As far as the problem of the validator repeatedly not returning anything at
all, I can’t recall ever seeing any other reports of that—nor any other
reports of problems access it through Tor. But that could just be because
not many people have tried using it through Tor.
Does it happen every time you try to you make a validation request to
validator.w3.org through Tor? Or only sometimes? Does it happen if you use
http://validator.w3.org/nu/ instead? Or if you use the CSS validator?
We may be able to troubleshoot it by having you make a validation request for
a particular URL and checking the validator logs to see if anything unexpected
is getting logged at the times when you’re seeing nothing returned.
As far as the “excessive traffic pattern blocked” problem the W3C systems
team does get reports of that regularly, and every single time they
investigate it they find that in fact it is because a particular IP address
or range is actually sending excessive traffic to the validator.

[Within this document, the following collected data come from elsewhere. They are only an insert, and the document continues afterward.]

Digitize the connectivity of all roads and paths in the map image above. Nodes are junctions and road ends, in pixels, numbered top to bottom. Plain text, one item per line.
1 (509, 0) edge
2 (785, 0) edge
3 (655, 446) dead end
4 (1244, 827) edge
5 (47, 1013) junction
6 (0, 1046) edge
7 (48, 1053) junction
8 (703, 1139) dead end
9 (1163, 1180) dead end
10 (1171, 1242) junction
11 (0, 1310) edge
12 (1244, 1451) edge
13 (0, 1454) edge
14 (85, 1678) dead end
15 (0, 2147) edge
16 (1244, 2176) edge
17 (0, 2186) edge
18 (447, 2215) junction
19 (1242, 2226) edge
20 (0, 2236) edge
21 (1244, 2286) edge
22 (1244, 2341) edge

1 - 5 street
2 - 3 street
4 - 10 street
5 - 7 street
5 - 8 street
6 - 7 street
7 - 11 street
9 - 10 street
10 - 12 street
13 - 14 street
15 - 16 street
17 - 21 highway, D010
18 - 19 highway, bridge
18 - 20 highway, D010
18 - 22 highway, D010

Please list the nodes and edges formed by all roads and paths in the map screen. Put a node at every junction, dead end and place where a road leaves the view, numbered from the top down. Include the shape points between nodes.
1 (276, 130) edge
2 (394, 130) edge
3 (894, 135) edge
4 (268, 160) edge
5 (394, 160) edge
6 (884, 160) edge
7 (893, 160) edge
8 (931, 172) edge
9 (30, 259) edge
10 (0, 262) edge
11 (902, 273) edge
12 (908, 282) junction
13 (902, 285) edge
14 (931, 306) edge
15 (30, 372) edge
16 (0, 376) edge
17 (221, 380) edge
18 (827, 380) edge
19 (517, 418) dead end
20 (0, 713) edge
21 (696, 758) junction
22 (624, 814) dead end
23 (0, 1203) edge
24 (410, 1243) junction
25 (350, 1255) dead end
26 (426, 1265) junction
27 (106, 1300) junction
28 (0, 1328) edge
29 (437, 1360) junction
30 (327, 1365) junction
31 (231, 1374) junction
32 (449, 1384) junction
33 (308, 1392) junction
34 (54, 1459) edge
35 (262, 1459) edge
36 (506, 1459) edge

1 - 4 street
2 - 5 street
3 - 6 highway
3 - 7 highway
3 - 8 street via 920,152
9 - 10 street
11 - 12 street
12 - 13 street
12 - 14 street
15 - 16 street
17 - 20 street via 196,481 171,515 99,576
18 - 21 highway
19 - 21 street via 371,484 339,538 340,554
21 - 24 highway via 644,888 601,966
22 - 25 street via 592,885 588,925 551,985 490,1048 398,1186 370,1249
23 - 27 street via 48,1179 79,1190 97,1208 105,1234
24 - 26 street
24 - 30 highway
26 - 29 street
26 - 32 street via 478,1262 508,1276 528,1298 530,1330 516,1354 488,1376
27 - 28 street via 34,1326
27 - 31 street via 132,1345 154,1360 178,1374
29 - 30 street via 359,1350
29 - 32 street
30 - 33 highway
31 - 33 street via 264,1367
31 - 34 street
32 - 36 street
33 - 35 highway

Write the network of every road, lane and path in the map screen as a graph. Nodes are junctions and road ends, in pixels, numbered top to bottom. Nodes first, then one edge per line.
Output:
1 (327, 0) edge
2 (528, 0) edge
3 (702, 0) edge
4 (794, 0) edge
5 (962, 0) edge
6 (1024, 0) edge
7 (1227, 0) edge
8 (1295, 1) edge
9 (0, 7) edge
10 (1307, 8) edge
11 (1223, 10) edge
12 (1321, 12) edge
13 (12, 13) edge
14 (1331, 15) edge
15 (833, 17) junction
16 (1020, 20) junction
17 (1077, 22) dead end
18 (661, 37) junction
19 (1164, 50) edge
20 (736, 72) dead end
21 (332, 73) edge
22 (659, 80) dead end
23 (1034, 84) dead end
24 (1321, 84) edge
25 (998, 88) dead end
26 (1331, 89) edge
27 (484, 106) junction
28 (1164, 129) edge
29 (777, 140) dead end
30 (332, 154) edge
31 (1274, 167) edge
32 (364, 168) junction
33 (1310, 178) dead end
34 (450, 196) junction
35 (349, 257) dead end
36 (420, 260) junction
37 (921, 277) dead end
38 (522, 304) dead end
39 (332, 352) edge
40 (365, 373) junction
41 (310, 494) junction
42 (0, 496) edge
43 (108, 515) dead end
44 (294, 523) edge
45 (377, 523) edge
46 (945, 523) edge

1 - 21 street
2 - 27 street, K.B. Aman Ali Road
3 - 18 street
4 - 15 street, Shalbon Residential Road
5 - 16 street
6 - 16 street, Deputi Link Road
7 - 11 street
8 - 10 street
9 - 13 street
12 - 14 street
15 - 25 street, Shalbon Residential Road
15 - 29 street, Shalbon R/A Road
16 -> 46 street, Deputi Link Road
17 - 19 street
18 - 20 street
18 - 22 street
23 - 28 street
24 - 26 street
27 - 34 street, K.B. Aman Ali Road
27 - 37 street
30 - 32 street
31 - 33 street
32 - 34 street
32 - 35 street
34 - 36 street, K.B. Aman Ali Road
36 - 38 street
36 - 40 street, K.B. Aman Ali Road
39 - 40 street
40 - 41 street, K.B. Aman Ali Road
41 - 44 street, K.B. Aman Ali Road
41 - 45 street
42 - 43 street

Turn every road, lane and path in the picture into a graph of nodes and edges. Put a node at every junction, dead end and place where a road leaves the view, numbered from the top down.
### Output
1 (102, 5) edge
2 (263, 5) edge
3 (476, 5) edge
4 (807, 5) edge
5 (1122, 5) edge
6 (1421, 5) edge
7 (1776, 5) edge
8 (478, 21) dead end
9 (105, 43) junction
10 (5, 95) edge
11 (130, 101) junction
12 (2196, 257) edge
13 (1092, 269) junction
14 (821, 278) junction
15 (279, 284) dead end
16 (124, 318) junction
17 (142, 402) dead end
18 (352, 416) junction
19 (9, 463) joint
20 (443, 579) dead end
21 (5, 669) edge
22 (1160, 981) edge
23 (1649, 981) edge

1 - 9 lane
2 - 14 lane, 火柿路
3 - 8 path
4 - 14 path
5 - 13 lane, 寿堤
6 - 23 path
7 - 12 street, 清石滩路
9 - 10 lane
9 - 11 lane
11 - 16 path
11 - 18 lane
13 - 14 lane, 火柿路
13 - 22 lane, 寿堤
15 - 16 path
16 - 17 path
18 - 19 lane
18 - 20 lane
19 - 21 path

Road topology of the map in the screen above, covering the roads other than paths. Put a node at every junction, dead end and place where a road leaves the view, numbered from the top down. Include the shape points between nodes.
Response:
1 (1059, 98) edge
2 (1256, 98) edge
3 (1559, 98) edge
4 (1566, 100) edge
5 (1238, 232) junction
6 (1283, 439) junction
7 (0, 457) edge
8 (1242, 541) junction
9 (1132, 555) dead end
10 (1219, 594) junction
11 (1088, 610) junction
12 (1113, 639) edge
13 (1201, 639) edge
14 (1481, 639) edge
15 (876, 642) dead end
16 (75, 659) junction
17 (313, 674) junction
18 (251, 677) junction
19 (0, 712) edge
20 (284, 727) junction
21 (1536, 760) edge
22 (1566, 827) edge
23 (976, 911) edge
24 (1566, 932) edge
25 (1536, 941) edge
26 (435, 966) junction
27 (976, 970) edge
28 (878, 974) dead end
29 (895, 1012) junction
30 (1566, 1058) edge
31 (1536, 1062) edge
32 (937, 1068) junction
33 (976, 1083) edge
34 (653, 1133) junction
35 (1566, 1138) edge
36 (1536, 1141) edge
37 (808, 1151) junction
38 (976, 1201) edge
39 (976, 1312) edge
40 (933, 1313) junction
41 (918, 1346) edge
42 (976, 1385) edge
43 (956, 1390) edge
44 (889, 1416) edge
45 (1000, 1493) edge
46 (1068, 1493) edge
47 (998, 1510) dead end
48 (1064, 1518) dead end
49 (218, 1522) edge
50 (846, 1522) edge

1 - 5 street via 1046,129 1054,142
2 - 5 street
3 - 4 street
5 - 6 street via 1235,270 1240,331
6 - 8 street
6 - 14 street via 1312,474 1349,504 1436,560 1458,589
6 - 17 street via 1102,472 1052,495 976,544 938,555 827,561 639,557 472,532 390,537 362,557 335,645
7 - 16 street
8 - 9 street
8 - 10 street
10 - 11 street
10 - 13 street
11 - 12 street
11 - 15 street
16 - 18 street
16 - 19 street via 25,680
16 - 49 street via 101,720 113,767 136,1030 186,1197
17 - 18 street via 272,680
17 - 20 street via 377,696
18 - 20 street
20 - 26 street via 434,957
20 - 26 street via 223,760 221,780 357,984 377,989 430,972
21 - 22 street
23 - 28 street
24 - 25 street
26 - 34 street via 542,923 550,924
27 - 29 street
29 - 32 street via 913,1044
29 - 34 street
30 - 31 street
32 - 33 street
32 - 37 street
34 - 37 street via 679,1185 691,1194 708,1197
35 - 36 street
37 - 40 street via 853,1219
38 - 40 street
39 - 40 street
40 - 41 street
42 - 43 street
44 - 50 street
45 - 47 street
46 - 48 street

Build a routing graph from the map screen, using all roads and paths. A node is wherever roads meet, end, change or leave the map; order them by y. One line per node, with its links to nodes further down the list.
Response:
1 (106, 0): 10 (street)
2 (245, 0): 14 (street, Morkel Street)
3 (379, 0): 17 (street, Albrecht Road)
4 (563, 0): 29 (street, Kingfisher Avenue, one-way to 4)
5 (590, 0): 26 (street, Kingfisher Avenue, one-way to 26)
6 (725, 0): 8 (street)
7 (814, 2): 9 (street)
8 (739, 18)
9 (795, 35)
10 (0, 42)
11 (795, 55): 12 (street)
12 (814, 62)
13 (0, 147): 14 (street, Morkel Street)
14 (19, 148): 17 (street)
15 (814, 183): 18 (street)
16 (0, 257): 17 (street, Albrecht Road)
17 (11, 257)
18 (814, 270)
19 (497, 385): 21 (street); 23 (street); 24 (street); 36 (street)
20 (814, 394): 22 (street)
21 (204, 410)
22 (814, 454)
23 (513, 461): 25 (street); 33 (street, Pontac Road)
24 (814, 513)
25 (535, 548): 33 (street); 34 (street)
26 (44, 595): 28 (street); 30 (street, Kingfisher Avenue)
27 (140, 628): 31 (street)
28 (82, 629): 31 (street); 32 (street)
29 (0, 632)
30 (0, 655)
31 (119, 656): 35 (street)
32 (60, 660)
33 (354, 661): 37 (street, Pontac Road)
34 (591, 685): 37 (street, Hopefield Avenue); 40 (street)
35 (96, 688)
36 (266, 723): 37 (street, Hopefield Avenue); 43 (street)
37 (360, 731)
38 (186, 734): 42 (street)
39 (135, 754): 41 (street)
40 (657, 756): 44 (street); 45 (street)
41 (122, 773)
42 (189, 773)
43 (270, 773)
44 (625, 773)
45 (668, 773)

The short answer to how to solve that problem is: Run a local copy of the
Nu HTML Checker instead—either just using the vnu.jar executable directly
from the command line, or by using it to run your own Web-based persistent
instance of the checker—
Any traffic from a particular IP address or range that’s more than a
certain maximum number of allowed requests per minute is considered
excessive. The maximum is set high enough that it’s not something you’re
ever going to it hit if you’re just checking documents using the Web-based
form frontend and manually entering a URL for a document to check, or a
file to upload for checking.
But the common case where people have run into it in the past has been when
they’ve installed a browser plugin that automatically sends a request to
the validator for every single page they visit—or when somebody else in
their local network has such a browser plugin installed.
Otherwise the only other case where I think you’d ever hit the limit is if
you’re running a script or some other custom application that’s capable of
sending a large number of requests to the validator in a short amount of
time. I’ve gotten blocked myself just when running a simple shell script
that recursively finds all HTML files in a particular directory and then
uses curl to make a validator request for each HTML file it finds.
If you’re running a script or app like that and it’s processing a lot of
files at once, you’re going to get blocked and there’s no way to avoid it—
because it is actually generating an excessive amount of traffic as far as
the W3C rate-limiting metrics are concerned.
But the solution to that problem is as I mentioned above pretty
straightforward: Just grab the latest vnu.jar release and run that locally.
I ran into the issue using http://validator.w3.org/; at first
consistently, then hit and miss (occasionally the validator would
work), now it seems all fine (but I’ll have been dealt new IPs).
I guess my concern is that some services, like VPNs, only offer a
limited number of end points, and a bigger user base using these end
points may inevitably look excessive to a service. I know from
Wikipedia, Google, others that they throw CAPTCHAs or even disable
their services then, which is not quite helpful. And so that’s what I
thought had happened with the validator, too.
I’ll have an eye on the local option, though I’ve shied away from that
in the past. I’ve set it up in some environments in the past and it
wasn’t always that straight-forward :) Maybe it’s different now.